MIN6 β-cells were used between passages 19 and 30 and cultured as previously described (24). INS-1(832/13) cells were cultured as described (25). Cells were transfected with plasmids and siRNA using Lipofectamine 2000 (Invitrogen, Paisley, U.K.) or TransIT-TKO (Mirus Bio Corporation, Madison, WI), respectively, according to the manufacturer's instructions.

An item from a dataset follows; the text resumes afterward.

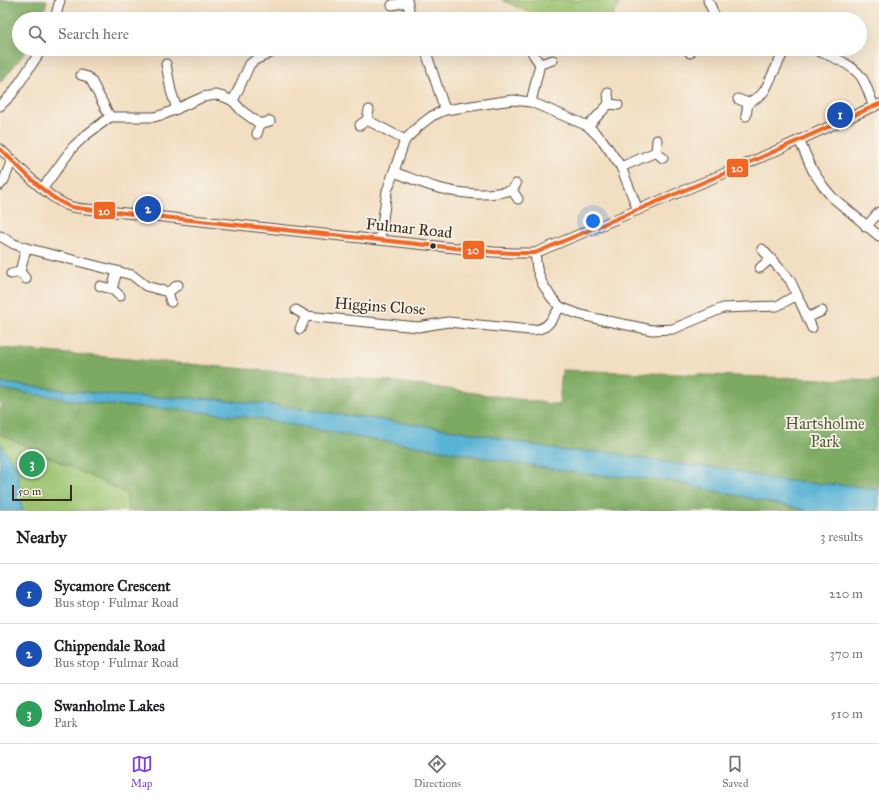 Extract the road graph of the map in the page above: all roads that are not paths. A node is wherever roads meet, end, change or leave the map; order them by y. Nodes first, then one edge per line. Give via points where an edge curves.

Islets were isolated from female CD1 mice and cultured as described (26).
siRNA against mouse and rat TCF7L2 (sense-AAGAAGCCCCTTAATGCATTCCTGTCTC, antisense-AATGCATTAAGGGGCTTCTTTCCTGTCTC) and control siRNA (sense-AACCCGCAATTTAGAAGCATTCCTGTCTC, antisense-AATGCTTCTAAATTGCGGGTTCCTGTCTC) were designed according to criteria set out by Tuschl and associates (http://www.rockefeller.edu/labheads/tuschl/sirna.html and references therein) and synthesized using Ambion's Silencer siRNA kit (Ambion, Austin, TX). Fluorescein-labeled siRNA duplexes of these sequences were from Sigma Genosys. Enhanced green fluorescent protein (EGFP)-tagged shRNA, based on the previously mentioned siRNA, was synthesized by annealing oligonucleotides containing the sequences for scrambled or TCF7L2 shRNA into pcDNA6.2/GW/mir-EGFP (Invitrogen).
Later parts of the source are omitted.